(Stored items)

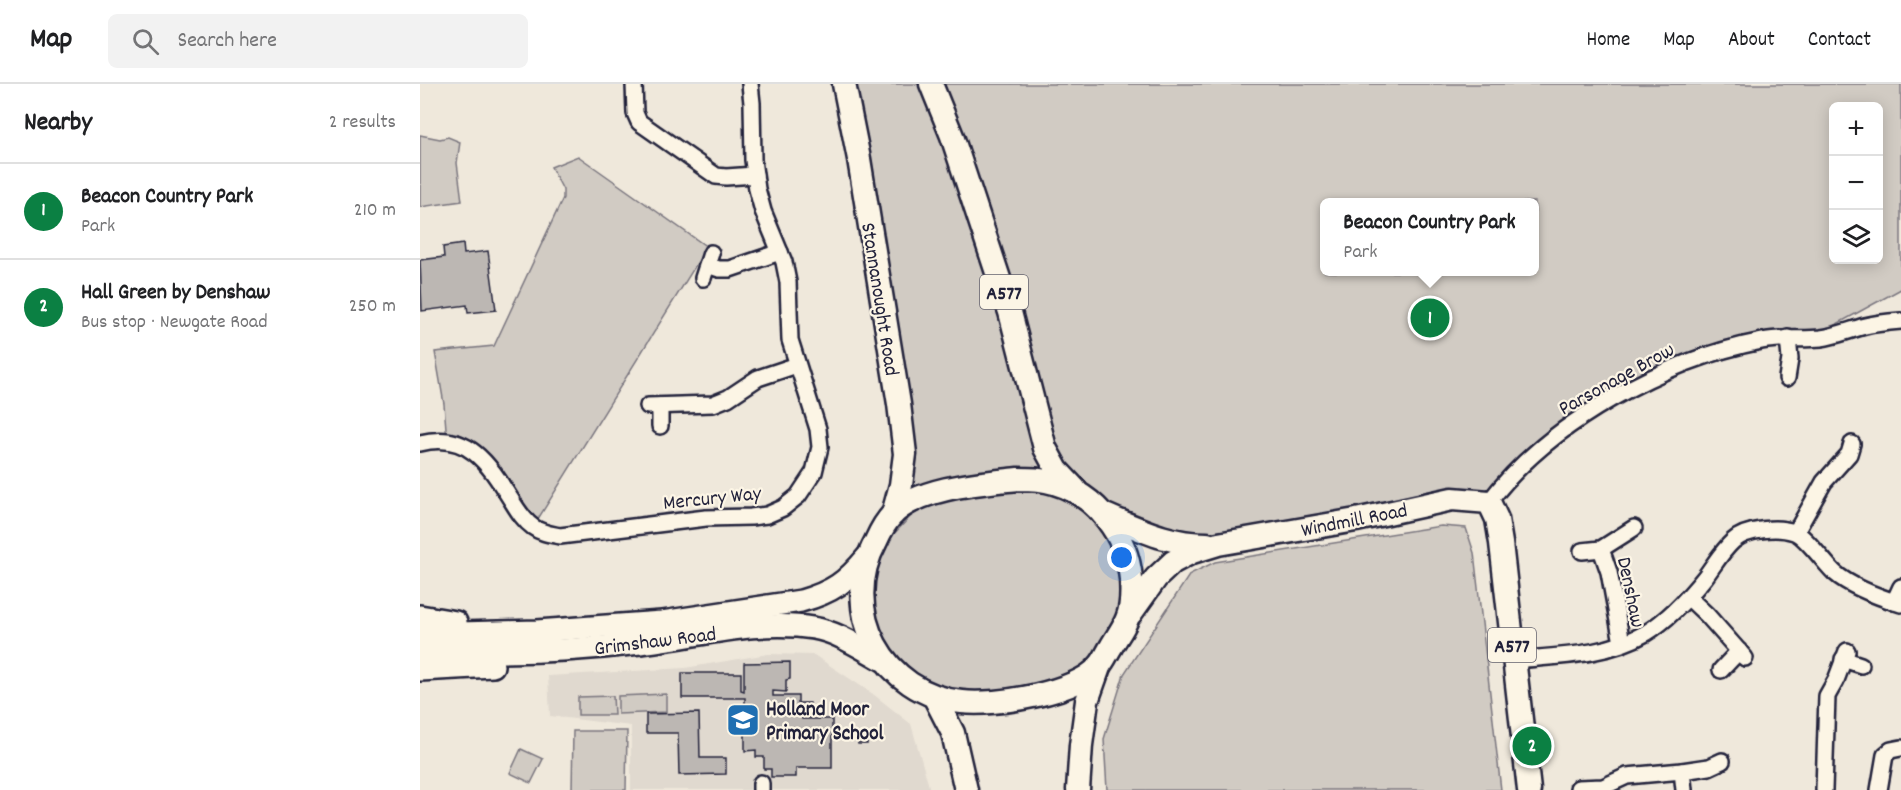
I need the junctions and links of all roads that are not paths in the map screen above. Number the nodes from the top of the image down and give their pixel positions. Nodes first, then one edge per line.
1 (634, 84) edge
2 (750, 84) edge
3 (844, 84) edge
4 (931, 84) edge
5 (755, 175) junction
6 (780, 252) junction
7 (707, 265) dead end
8 (1901, 321) edge
9 (1788, 338) junction
10 (797, 365) junction
11 (1785, 381) dead end
12 (660, 426) dead end
13 (420, 443) edge
14 (1854, 452) dead end
15 (1080, 495) junction
16 (1489, 502) junction
17 (893, 514) junction
18 (1103, 514) junction
19 (1634, 528) dead end
20 (1796, 532) junction
21 (1218, 544) junction
22 (1601, 549) junction
23 (1582, 551) dead end
24 (867, 557) junction
25 (1901, 587) edge
26 (1688, 597) junction
27 (1897, 603) edge
28 (420, 616) edge
29 (1127, 618) junction
30 (537, 631) junction
31 (420, 632) edge
32 (1622, 643) junction
33 (639, 644) junction
34 (420, 651) edge
35 (883, 660) junction
36 (1514, 660) junction
37 (1861, 665) dead end
38 (1099, 667) junction
39 (420, 670) edge
40 (1721, 670) dead end
41 (935, 698) junction
42 (1889, 748) edge
43 (1722, 761) dead end
44 (1682, 771) junction
45 (1584, 784) dead end
46 (966, 790) edge
47 (1078, 790) edge
48 (1529, 790) edge
49 (1684, 790) edge
50 (1824, 790) edge
51 (1879, 790) edge

1 - 5 street
2 - 5 street, Mercury Way
3 - 17 main road, Stannanought Road / A577
4 - 15 main road, A577
5 - 6 street, Mercury Way
6 - 7 street
6 - 10 street, Mercury Way
8 - 9 street, Parsonage Brow
9 - 11 street
9 - 16 street, Parsonage Brow
10 - 12 street
10 - 13 street, Mercury Way
14 - 20 street
15 - 17 main road, A577
15 - 18 main road, A577
16 - 21 main road, Windmill Road / A577
16 - 36 main road, A577
17 - 24 main road, A577
18 - 21 main road, Windmill Road / A577
18 - 29 main road, A577
19 - 22 street, Denshaw
20 - 26 street, Denshaw
20 - 27 street
21 - 29 main road, Windmill Road / A577
22 - 23 street, Denshaw
22 - 32 street, Denshaw
24 - 30 main road, Grimshaw Road
24 - 35 main road, A577
25 - 27 street
26 - 32 street, Denshaw
26 - 40 street
28 - 30 main road
29 - 38 main road, A577
30 - 31 main road, Grimshaw Road
32 - 36 street, Denshaw
33 - 34 main road, Grimshaw Road
33 - 35 main road, Grimshaw Road
33 - 39 main road
35 - 41 main road, A577
36 - 48 main road, A577
37 - 50 street
38 - 41 main road, A577
38 - 47 main road, A577
41 - 46 main road
42 - 51 street
43 - 44 street
44 - 45 street
44 - 49 street

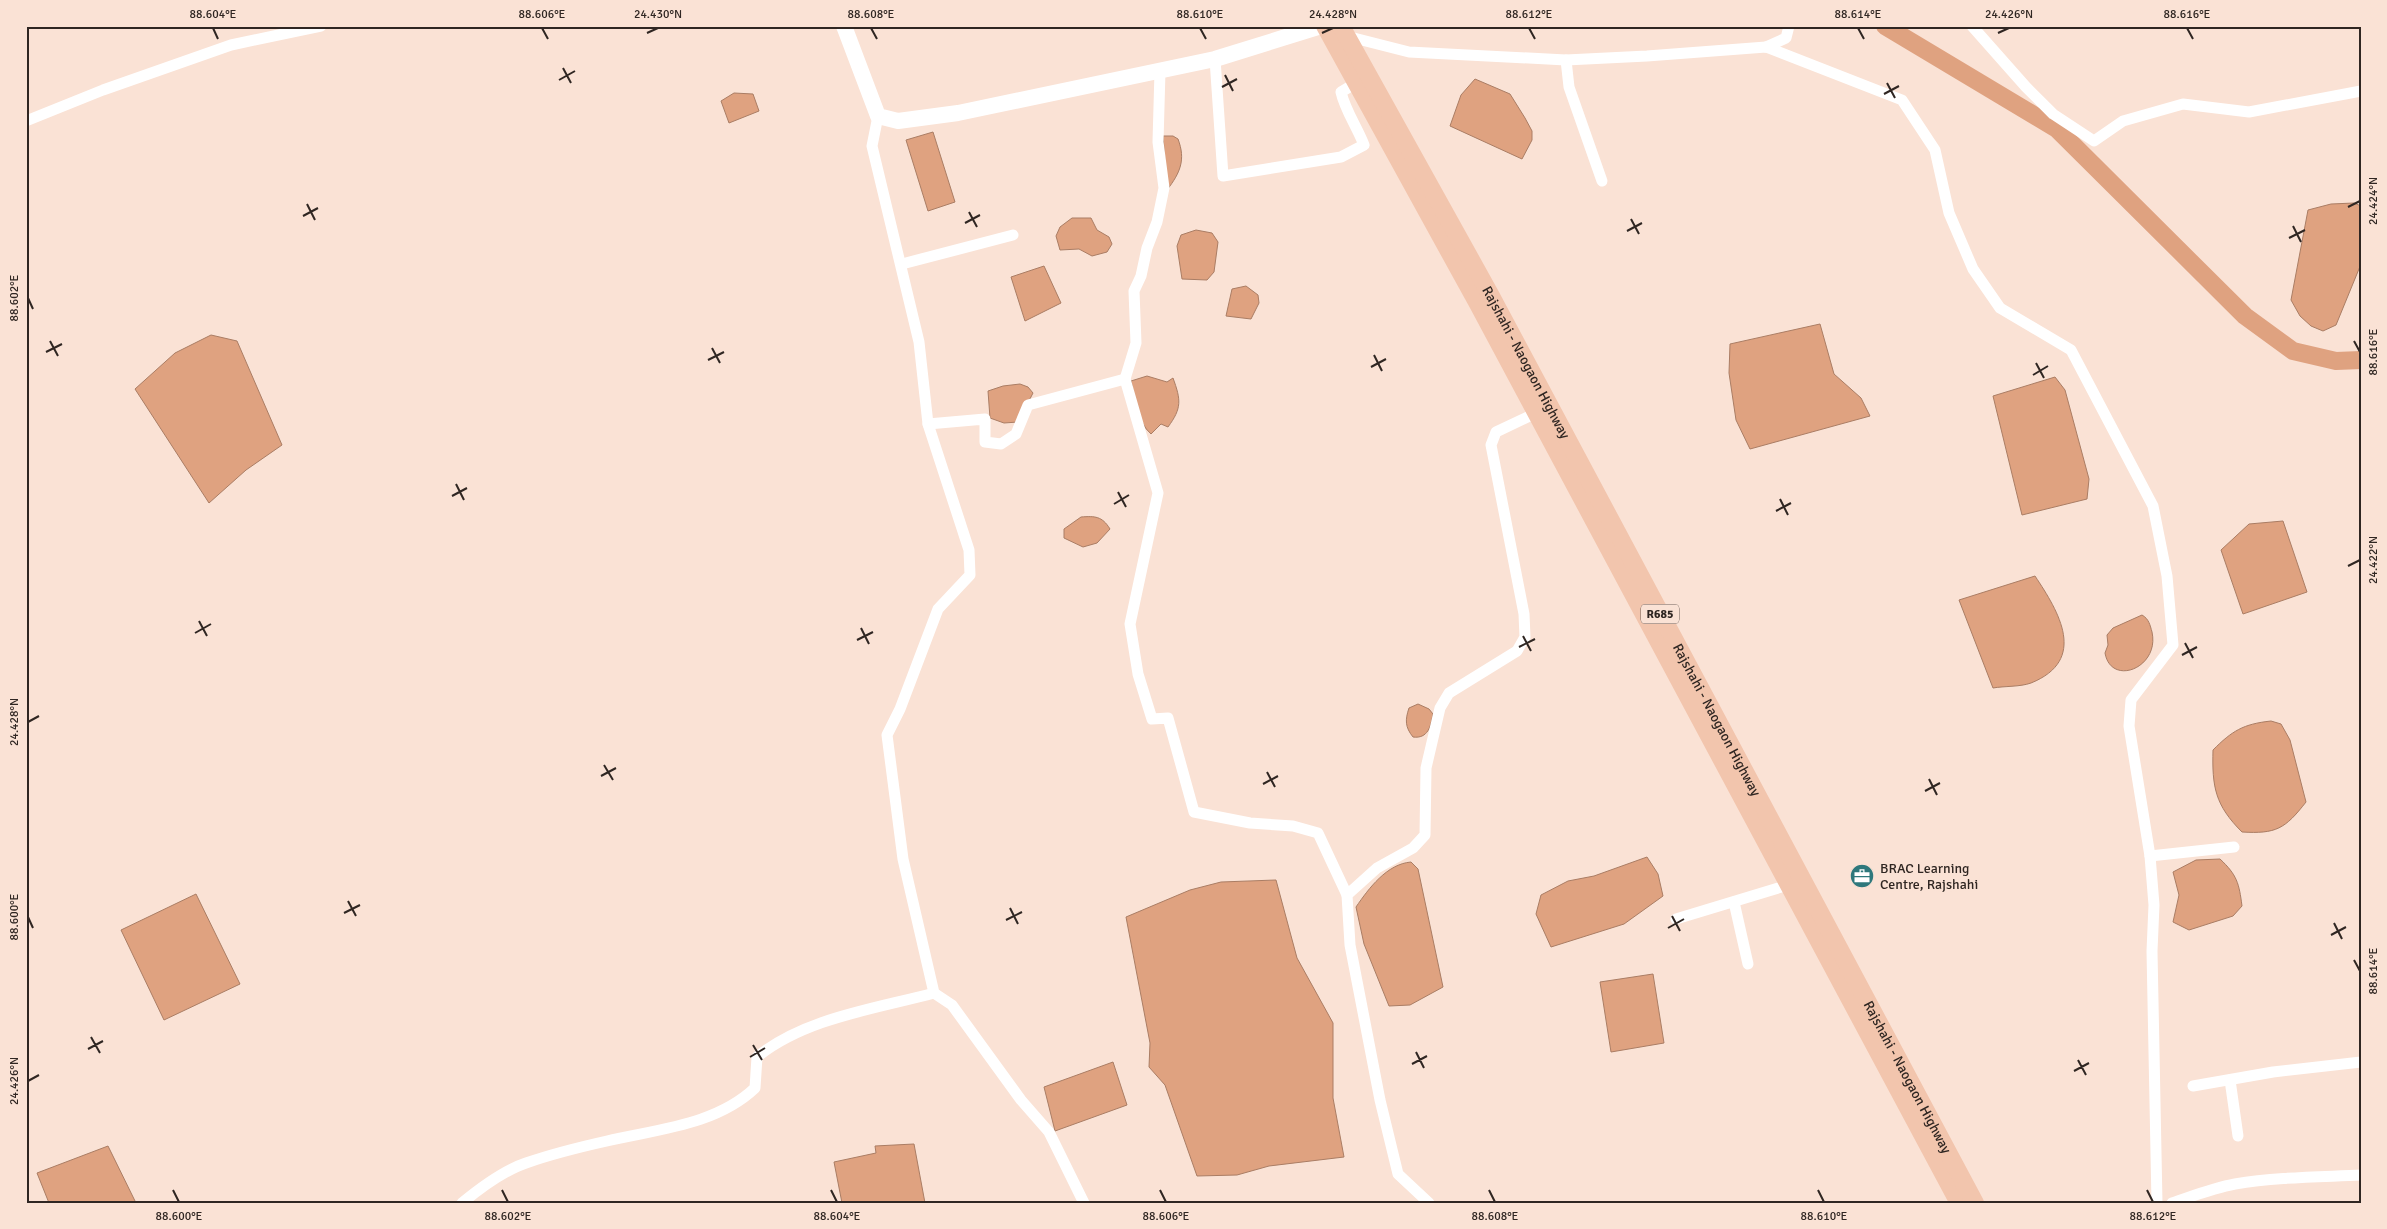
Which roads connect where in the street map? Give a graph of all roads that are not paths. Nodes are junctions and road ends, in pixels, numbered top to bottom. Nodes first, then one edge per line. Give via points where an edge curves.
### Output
1 (321, 26) edge
2 (844, 26) edge
3 (1323, 26) edge
4 (1789, 26) edge
5 (1972, 26) edge
6 (1343, 31) edge
7 (1766, 47) junction
8 (1214, 59) junction
9 (1566, 60) junction
10 (1160, 71) junction
11 (1356, 83) junction
12 (2361, 91) edge
13 (878, 116) junction
14 (26, 121) edge
15 (1401, 150) junction
16 (1602, 181) dead end
17 (1013, 235) dead end
18 (902, 264) junction
19 (1125, 380) junction
20 (1536, 413) junction
21 (928, 424) junction
22 (2234, 847) dead end
23 (2150, 856) junction
24 (1788, 885) junction
25 (1347, 895) junction
26 (1734, 902) junction
27 (1676, 919) dead end
28 (1748, 964) dead end
29 (934, 993) junction
30 (2361, 1062) edge
31 (2230, 1080) junction
32 (2193, 1086) dead end
33 (2238, 1136) dead end
34 (2361, 1175) edge
35 (1954, 1178) junction
36 (462, 1203) edge
37 (1084, 1203) edge
38 (1429, 1203) edge
39 (1959, 1203) edge
40 (1975, 1203) edge
41 (2157, 1203) edge
42 (2172, 1203) edge

1 - 14 street via 231,46 103,90
2 - 13 main road
3 - 8 main road
3 - 11 main road, Rajshahi - Naogaon Highway / R685
4 - 7 street via 1786,38
5 - 12 street via 2053,114 2094,141 2123,121 2183,104 2249,112
6 - 9 street via 1409,52
6 - 15 main road, Rajshahi - Naogaon Highway / R685
7 - 9 street
7 - 23 street via 1902,100 1935,150 1949,213 1972,269 2000,308 2071,350 2153,506 2167,576 2174,644 2131,700 2129,726
8 - 10 main road
8 - 11 street via 1223,176 1341,158 1364,145 1343,103 1341,92
9 - 16 street via 1569,87
10 - 13 main road via 958,113 898,121
10 - 19 street via 1158,142 1164,188 1157,222 1134,291 1136,343
11 - 15 main road, Rajshahi - Naogaon Highway / R685
13 - 18 street via 872,146
15 - 20 main road, Rajshahi - Naogaon Highway / R685
15 - 35 main road, Rajshahi - Naogaon Highway / R685 via 1496,305
17 - 18 street
18 - 21 street via 919,342
19 - 21 street via 1028,405 1016,434 1002,444 985,442 986,419
19 - 25 street via 1158,493 1130,624 1138,674 1152,719 1168,718 1194,812 1250,823 1293,826 1318,833
20 - 24 main road, Rajshahi - Naogaon Highway / R685
20 - 25 street via 1496,432 1491,445 1524,614 1525,637 1517,651 1449,693 1440,708 1426,768 1425,836 1412,848 1377,868
21 - 29 street via 969,550 970,575 938,609 900,710 887,735 903,859
22 - 23 street
23 - 41 street via 2154,905
24 - 26 street
24 - 35 main road, Rajshahi - Naogaon Highway / R685
25 - 38 street via 1350,945 1398,1174
26 - 27 street
26 - 28 street
29 - 36 street via 823,1022 772,1044 757,1057 755,1088 743,1100 684,1126 606,1141 524,1163
29 - 37 street via 952,1005 1021,1100 1049,1132
30 - 31 street
31 - 32 street
31 - 33 street
34 - 42 street via 2236,1184
35 - 39 main road, Rajshahi - Naogaon Highway / R685
35 - 40 main road, Rajshahi - Naogaon Highway / R685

**Exercise instructions**
Within the entries above, find every line where the string "Mercury" occurs, and copy it.

**Solution to the problem**
2 - 5 street, Mercury Way
5 - 6 street, Mercury Way
6 - 10 street, Mercury Way
10 - 13 street, Mercury Way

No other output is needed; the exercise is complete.